### [WHAT YOU WILL DO]
Each line of the data should be repeated precisely.

(Collected data entries)
* * * *

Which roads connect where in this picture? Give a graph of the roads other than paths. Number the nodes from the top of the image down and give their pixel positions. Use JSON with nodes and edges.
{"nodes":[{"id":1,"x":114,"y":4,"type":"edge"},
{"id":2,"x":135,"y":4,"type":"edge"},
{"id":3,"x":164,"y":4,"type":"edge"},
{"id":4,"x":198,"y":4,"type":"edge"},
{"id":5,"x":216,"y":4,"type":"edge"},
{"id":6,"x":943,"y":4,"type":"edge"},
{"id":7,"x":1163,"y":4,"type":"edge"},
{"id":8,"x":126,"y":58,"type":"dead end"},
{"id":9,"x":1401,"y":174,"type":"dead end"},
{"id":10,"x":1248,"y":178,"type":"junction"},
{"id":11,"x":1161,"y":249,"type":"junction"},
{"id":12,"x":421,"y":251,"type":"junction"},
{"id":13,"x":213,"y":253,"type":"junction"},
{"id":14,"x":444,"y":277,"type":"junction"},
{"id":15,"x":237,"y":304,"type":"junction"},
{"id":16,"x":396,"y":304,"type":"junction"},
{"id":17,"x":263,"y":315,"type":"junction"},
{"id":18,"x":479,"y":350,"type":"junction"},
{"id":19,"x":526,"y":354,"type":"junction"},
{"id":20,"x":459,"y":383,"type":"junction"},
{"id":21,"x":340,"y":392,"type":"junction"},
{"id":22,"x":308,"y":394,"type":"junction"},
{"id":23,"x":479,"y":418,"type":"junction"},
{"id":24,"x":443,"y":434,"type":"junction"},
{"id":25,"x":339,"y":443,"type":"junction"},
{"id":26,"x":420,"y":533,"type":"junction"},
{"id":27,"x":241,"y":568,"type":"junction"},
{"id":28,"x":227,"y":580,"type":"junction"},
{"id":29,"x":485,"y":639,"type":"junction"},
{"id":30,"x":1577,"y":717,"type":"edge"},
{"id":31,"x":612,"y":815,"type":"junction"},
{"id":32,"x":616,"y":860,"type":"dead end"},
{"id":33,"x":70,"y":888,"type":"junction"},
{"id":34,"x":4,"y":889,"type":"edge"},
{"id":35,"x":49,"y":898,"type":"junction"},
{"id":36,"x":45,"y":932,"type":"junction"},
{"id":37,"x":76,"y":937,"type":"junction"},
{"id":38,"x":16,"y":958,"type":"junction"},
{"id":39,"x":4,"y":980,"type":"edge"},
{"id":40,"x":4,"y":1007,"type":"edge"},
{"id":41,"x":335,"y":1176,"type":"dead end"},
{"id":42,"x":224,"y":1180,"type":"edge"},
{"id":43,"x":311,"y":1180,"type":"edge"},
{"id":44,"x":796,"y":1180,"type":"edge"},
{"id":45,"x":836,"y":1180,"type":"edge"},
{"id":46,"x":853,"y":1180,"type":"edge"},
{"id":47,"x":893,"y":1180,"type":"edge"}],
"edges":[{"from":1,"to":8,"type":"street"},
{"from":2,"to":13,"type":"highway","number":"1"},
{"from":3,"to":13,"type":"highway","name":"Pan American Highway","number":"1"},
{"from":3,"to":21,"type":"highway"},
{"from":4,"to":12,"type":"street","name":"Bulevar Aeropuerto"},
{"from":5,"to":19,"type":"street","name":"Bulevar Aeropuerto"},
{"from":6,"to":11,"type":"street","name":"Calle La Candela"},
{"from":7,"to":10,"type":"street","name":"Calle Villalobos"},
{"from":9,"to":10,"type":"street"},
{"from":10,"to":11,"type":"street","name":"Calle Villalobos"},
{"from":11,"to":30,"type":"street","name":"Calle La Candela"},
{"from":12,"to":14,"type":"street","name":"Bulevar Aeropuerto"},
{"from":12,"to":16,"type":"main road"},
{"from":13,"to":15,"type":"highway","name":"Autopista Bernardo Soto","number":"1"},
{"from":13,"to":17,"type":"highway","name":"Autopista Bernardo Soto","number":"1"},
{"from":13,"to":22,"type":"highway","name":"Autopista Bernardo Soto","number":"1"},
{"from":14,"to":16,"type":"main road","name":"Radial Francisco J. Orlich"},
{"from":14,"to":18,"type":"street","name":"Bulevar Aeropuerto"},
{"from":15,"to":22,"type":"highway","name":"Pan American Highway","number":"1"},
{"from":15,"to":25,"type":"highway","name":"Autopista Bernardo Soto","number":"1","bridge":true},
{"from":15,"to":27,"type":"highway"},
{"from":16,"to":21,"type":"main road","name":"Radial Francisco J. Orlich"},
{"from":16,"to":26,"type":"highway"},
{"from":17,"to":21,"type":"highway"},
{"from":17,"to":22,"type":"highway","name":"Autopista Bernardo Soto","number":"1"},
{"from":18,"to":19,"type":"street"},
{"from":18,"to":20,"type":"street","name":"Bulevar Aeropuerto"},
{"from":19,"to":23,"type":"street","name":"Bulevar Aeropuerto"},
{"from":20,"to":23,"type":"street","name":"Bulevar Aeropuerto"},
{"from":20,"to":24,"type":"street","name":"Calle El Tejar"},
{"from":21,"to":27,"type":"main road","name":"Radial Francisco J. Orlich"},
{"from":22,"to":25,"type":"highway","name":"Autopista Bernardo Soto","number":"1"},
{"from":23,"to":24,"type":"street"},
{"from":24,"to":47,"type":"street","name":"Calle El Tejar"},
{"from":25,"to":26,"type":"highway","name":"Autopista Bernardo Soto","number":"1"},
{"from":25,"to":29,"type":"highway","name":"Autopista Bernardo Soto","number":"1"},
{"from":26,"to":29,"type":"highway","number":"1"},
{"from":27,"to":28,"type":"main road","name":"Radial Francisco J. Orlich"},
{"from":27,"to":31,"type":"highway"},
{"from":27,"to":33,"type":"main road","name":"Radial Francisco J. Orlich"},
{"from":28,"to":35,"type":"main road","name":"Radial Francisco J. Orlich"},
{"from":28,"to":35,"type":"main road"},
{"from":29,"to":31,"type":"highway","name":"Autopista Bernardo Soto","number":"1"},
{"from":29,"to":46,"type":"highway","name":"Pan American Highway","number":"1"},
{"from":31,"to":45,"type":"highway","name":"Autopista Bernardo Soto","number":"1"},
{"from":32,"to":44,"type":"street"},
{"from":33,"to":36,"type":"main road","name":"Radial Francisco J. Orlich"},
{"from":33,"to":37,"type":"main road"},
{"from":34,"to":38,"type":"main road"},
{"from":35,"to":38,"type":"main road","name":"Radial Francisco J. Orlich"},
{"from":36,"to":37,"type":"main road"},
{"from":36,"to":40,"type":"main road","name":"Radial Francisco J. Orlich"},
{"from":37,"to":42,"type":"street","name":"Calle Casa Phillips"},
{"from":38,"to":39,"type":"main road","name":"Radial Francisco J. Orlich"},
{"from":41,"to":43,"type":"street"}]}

* * * *

### [TASK OUTPUT]
Which roads connect where in this picture? Give a graph of the roads other than paths. Number the nodes from the top of the image down and give their pixel positions. Use JSON with nodes and edges.
{"nodes":[{"id":1,"x":114,"y":4,"type":"edge"},
{"id":2,"x":135,"y":4,"type":"edge"},
{"id":3,"x":164,"y":4,"type":"edge"},
{"id":4,"x":198,"y":4,"type":"edge"},
{"id":5,"x":216,"y":4,"type":"edge"},
{"id":6,"x":943,"y":4,"type":"edge"},
{"id":7,"x":1163,"y":4,"type":"edge"},
{"id":8,"x":126,"y":58,"type":"dead end"},
{"id":9,"x":1401,"y":174,"type":"dead end"},
{"id":10,"x":1248,"y":178,"type":"junction"},
{"id":11,"x":1161,"y":249,"type":"junction"},
{"id":12,"x":421,"y":251,"type":"junction"},
{"id":13,"x":213,"y":253,"type":"junction"},
{"id":14,"x":444,"y":277,"type":"junction"},
{"id":15,"x":237,"y":304,"type":"junction"},
{"id":16,"x":396,"y":304,"type":"junction"},
{"id":17,"x":263,"y":315,"type":"junction"},
{"id":18,"x":479,"y":350,"type":"junction"},
{"id":19,"x":526,"y":354,"type":"junction"},
{"id":20,"x":459,"y":383,"type":"junction"},
{"id":21,"x":340,"y":392,"type":"junction"},
{"id":22,"x":308,"y":394,"type":"junction"},
{"id":23,"x":479,"y":418,"type":"junction"},
{"id":24,"x":443,"y":434,"type":"junction"},
{"id":25,"x":339,"y":443,"type":"junction"},
{"id":26,"x":420,"y":533,"type":"junction"},
{"id":27,"x":241,"y":568,"type":"junction"},
{"id":28,"x":227,"y":580,"type":"junction"},
{"id":29,"x":485,"y":639,"type":"junction"},
{"id":30,"x":1577,"y":717,"type":"edge"},
{"id":31,"x":612,"y":815,"type":"junction"},
{"id":32,"x":616,"y":860,"type":"dead end"},
{"id":33,"x":70,"y":888,"type":"junction"},
{"id":34,"x":4,"y":889,"type":"edge"},
{"id":35,"x":49,"y":898,"type":"junction"},
{"id":36,"x":45,"y":932,"type":"junction"},
{"id":37,"x":76,"y":937,"type":"junction"},
{"id":38,"x":16,"y":958,"type":"junction"},
{"id":39,"x":4,"y":980,"type":"edge"},
{"id":40,"x":4,"y":1007,"type":"edge"},
{"id":41,"x":335,"y":1176,"type":"dead end"},
{"id":42,"x":224,"y":1180,"type":"edge"},
{"id":43,"x":311,"y":1180,"type":"edge"},
{"id":44,"x":796,"y":1180,"type":"edge"},
{"id":45,"x":836,"y":1180,"type":"edge"},
{"id":46,"x":853,"y":1180,"type":"edge"},
{"id":47,"x":893,"y":1180,"type":"edge"}],
"edges":[{"from":1,"to":8,"type":"street"},
{"from":2,"to":13,"type":"highway","number":"1"},
{"from":3,"to":13,"type":"highway","name":"Pan American Highway","number":"1"},
{"from":3,"to":21,"type":"highway"},
{"from":4,"to":12,"type":"street","name":"Bulevar Aeropuerto"},
{"from":5,"to":19,"type":"street","name":"Bulevar Aeropuerto"},
{"from":6,"to":11,"type":"street","name":"Calle La Candela"},
{"from":7,"to":10,"type":"street","name":"Calle Villalobos"},
{"from":9,"to":10,"type":"street"},
{"from":10,"to":11,"type":"street","name":"Calle Villalobos"},
{"from":11,"to":30,"type":"street","name":"Calle La Candela"},
{"from":12,"to":14,"type":"street","name":"Bulevar Aeropuerto"},
{"from":12,"to":16,"type":"main road"},
{"from":13,"to":15,"type":"highway","name":"Autopista Bernardo Soto","number":"1"},
{"from":13,"to":17,"type":"highway","name":"Autopista Bernardo Soto","number":"1"},
{"from":13,"to":22,"type":"highway","name":"Autopista Bernardo Soto","number":"1"},
{"from":14,"to":16,"type":"main road","name":"Radial Francisco J. Orlich"},
{"from":14,"to":18,"type":"street","name":"Bulevar Aeropuerto"},
{"from":15,"to":22,"type":"highway","name":"Pan American Highway","number":"1"},
{"from":15,"to":25,"type":"highway","name":"Autopista Bernardo Soto","number":"1","bridge":true},
{"from":15,"to":27,"type":"highway"},
{"from":16,"to":21,"type":"main road","name":"Radial Francisco J. Orlich"},
{"from":16,"to":26,"type":"highway"},
{"from":17,"to":21,"type":"highway"},
{"from":17,"to":22,"type":"highway","name":"Autopista Bernardo Soto","number":"1"},
{"from":18,"to":19,"type":"street"},
{"from":18,"to":20,"type":"street","name":"Bulevar Aeropuerto"},
{"from":19,"to":23,"type":"street","name":"Bulevar Aeropuerto"},
{"from":20,"to":23,"type":"street","name":"Bulevar Aeropuerto"},
{"from":20,"to":24,"type":"street","name":"Calle El Tejar"},
{"from":21,"to":27,"type":"main road","name":"Radial Francisco J. Orlich"},
{"from":22,"to":25,"type":"highway","name":"Autopista Bernardo Soto","number":"1"},
{"from":23,"to":24,"type":"street"},
{"from":24,"to":47,"type":"street","name":"Calle El Tejar"},
{"from":25,"to":26,"type":"highway","name":"Autopista Bernardo Soto","number":"1"},
{"from":25,"to":29,"type":"highway","name":"Autopista Bernardo Soto","number":"1"},
{"from":26,"to":29,"type":"highway","number":"1"},
{"from":27,"to":28,"type":"main road","name":"Radial Francisco J. Orlich"},
{"from":27,"to":31,"type":"highway"},
{"from":27,"to":33,"type":"main road","name":"Radial Francisco J. Orlich"},
{"from":28,"to":35,"type":"main road","name":"Radial Francisco J. Orlich"},
{"from":28,"to":35,"type":"main road"},
{"from":29,"to":31,"type":"highway","name":"Autopista Bernardo Soto","number":"1"},
{"from":29,"to":46,"type":"highway","name":"Pan American Highway","number":"1"},
{"from":31,"to":45,"type":"highway","name":"Autopista Bernardo Soto","number":"1"},
{"from":32,"to":44,"type":"street"},
{"from":33,"to":36,"type":"main road","name":"Radial Francisco J. Orlich"},
{"from":33,"to":37,"type":"main road"},
{"from":34,"to":38,"type":"main road"},
{"from":35,"to":38,"type":"main road","name":"Radial Francisco J. Orlich"},
{"from":36,"to":37,"type":"main road"},
{"from":36,"to":40,"type":"main road","name":"Radial Francisco J. Orlich"},
{"from":37,"to":42,"type":"street","name":"Calle Casa Phillips"},
{"from":38,"to":39,"type":"main road","name":"Radial Francisco J. Orlich"},
{"from":41,"to":43,"type":"street"}]}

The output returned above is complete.